▸ **Problem to work on**
Filter the listing down to the lines containing the word "that".

▸ **Input**
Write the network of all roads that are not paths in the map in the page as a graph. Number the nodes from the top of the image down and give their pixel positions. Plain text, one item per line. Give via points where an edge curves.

==

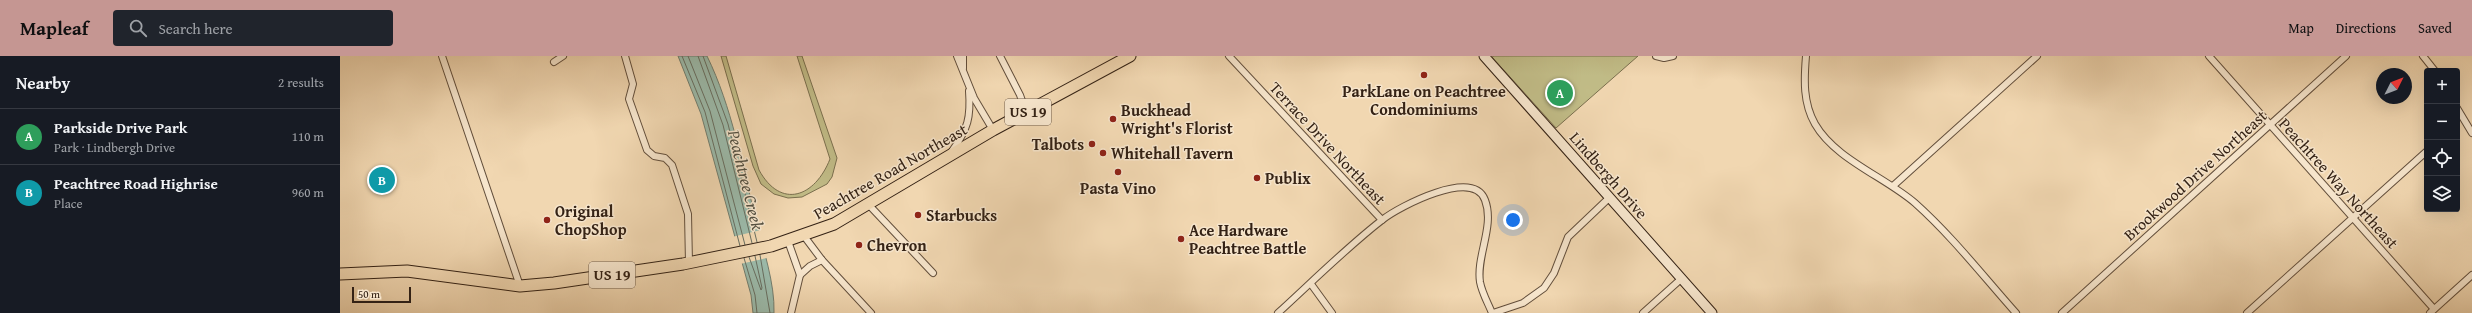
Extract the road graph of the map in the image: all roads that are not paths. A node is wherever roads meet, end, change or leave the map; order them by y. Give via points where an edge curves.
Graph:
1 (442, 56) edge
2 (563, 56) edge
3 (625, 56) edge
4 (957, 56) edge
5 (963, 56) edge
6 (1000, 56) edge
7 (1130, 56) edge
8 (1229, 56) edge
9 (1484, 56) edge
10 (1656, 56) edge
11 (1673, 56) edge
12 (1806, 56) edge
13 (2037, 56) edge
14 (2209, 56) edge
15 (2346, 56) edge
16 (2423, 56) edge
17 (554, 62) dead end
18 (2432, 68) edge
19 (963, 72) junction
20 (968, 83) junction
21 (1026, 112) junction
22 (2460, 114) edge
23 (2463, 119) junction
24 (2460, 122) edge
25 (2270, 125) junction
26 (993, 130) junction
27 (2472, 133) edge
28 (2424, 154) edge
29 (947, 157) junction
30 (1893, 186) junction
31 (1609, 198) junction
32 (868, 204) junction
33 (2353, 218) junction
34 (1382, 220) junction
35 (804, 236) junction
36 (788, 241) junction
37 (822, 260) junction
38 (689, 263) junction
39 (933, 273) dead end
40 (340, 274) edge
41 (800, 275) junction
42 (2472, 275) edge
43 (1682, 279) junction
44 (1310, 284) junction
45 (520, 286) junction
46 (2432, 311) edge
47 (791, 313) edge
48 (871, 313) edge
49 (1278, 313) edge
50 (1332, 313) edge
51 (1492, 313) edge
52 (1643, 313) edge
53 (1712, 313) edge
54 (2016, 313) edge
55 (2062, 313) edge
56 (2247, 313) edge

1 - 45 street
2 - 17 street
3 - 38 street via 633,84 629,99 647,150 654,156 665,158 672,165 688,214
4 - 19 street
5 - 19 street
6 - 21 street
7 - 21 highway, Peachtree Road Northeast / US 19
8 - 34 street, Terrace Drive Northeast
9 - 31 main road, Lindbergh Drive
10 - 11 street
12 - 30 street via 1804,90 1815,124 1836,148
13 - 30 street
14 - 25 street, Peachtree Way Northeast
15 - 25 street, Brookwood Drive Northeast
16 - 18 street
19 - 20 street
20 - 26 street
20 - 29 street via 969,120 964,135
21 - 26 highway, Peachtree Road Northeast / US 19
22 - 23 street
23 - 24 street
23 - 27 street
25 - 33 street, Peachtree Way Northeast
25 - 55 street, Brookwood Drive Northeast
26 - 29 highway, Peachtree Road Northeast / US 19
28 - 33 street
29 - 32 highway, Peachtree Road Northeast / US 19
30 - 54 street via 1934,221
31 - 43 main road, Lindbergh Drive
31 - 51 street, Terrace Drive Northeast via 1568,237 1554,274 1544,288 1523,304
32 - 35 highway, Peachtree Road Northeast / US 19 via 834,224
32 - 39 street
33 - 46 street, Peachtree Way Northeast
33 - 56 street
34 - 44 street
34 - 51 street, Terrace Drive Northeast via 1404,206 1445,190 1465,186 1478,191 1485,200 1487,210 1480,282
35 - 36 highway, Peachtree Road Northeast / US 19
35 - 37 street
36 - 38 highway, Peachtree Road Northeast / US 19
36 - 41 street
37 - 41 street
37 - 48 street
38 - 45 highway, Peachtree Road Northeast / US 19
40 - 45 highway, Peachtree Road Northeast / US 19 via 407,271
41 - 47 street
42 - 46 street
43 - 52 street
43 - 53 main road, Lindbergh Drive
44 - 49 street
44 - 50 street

...

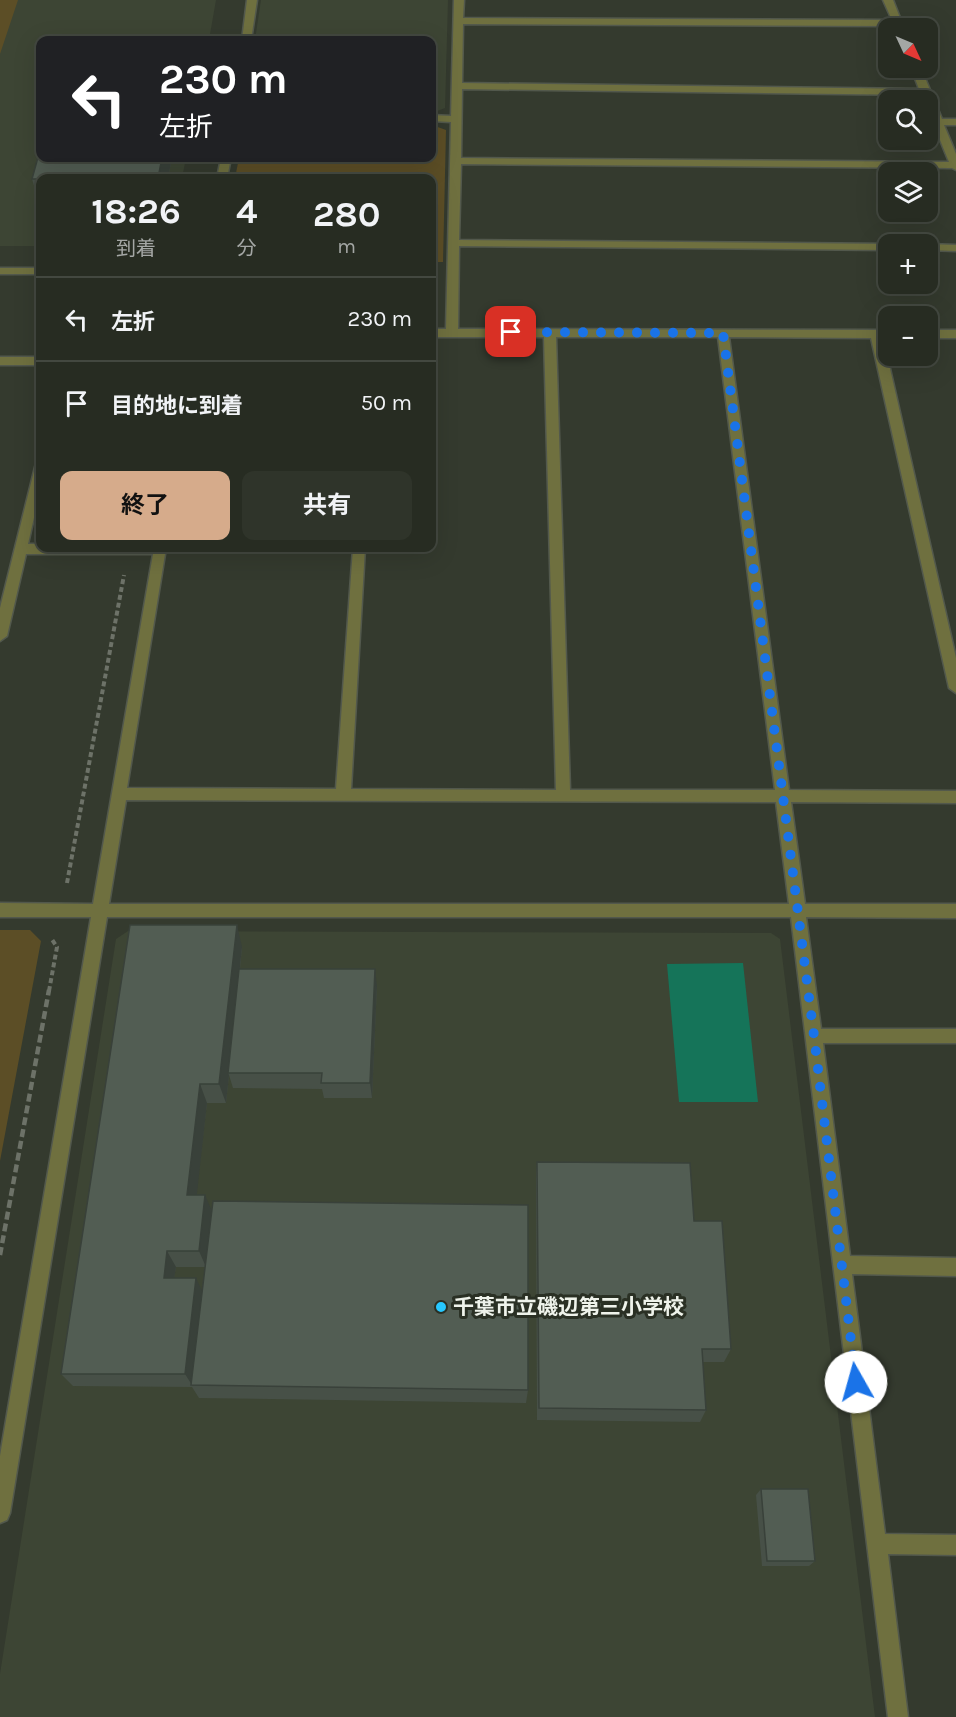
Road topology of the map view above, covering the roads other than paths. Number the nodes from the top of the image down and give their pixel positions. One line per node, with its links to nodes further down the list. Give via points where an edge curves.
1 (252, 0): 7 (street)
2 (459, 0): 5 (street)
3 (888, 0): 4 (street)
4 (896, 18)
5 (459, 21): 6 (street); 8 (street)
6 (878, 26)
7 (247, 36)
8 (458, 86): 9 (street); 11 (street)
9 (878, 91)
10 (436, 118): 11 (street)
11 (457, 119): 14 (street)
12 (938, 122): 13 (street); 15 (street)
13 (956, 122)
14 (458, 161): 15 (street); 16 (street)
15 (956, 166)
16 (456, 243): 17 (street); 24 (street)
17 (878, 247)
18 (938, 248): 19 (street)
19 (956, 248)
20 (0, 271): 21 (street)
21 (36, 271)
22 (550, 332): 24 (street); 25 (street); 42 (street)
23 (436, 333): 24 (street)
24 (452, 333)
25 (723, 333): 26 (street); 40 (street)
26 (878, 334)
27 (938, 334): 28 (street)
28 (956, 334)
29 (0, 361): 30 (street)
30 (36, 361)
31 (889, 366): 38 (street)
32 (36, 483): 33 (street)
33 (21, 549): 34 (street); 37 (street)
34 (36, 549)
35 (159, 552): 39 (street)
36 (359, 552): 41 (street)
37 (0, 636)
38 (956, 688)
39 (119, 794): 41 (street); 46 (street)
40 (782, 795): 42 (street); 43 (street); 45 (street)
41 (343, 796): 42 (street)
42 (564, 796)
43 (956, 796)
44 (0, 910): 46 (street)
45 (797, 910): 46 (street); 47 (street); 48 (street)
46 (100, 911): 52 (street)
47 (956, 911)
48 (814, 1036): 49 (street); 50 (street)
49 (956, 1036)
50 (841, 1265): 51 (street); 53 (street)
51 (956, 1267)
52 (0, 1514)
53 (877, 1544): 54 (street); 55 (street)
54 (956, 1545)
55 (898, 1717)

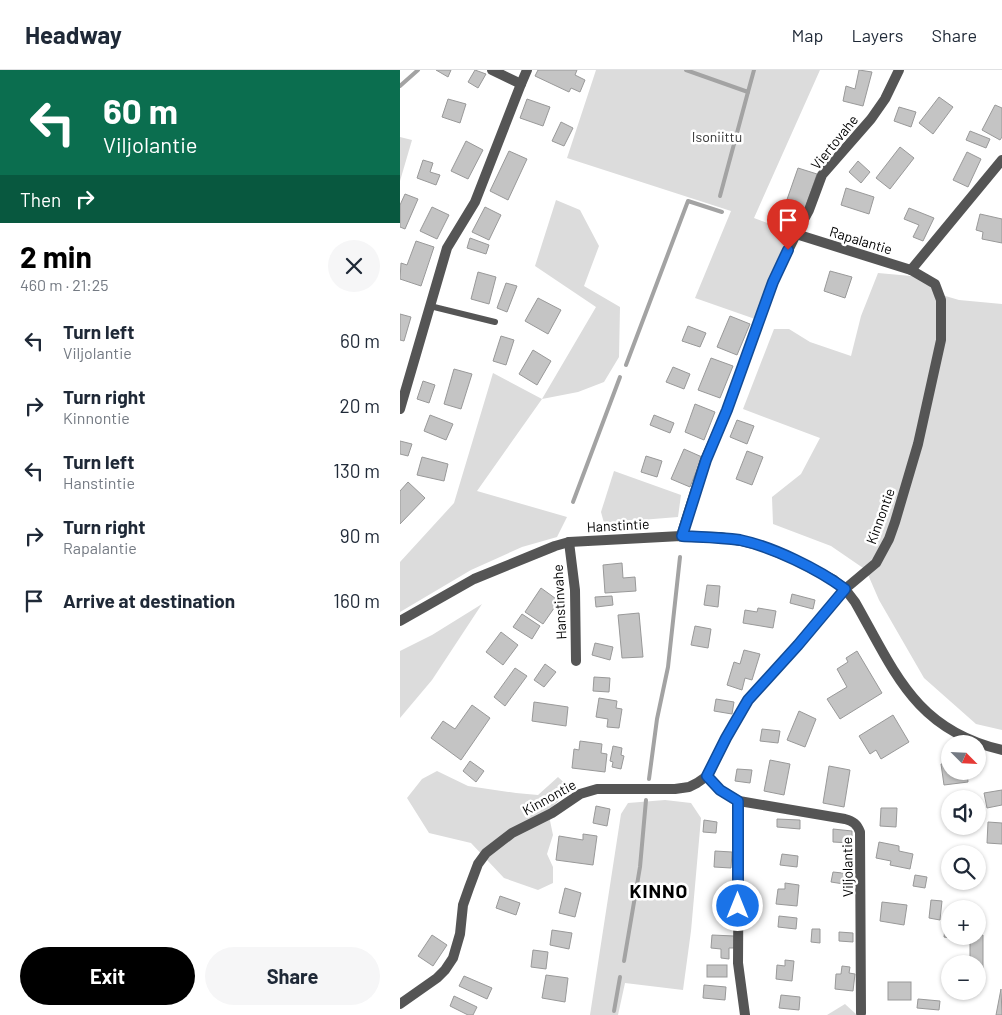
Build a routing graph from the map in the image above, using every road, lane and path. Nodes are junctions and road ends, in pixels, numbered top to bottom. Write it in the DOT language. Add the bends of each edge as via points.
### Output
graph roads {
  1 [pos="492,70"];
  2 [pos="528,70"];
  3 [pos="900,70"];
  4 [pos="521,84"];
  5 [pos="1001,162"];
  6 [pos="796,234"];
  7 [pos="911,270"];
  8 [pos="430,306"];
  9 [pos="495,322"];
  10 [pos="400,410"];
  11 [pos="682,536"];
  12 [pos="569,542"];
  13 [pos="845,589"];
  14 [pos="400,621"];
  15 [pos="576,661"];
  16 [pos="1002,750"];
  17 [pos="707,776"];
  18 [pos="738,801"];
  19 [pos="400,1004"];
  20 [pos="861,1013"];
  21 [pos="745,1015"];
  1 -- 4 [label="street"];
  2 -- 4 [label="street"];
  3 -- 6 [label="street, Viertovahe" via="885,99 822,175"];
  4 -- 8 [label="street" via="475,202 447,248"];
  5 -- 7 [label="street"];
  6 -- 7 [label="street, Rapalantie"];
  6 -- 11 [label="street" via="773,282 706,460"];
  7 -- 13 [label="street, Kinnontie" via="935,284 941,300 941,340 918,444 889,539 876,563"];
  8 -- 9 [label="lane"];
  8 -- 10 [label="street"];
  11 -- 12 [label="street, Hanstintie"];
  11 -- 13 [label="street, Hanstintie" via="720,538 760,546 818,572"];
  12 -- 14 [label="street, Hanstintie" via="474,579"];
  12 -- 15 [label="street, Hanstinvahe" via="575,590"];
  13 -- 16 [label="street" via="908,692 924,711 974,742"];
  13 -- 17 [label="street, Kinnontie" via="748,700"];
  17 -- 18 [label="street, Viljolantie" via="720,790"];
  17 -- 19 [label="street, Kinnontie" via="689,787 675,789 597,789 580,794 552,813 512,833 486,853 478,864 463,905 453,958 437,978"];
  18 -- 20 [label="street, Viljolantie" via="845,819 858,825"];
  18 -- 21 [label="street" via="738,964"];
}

▸ **Problem solution**
Write the network of all roads that are not paths in the map in the page as a graph. Number the nodes from the top of the image down and give their pixel positions. Plain text, one item per line. Give via points where an edge curves.
Extract the road graph of the map in the image: all roads that are not paths. A node is wherever roads meet, end, change or leave the map; order them by y. Give via points where an edge curves.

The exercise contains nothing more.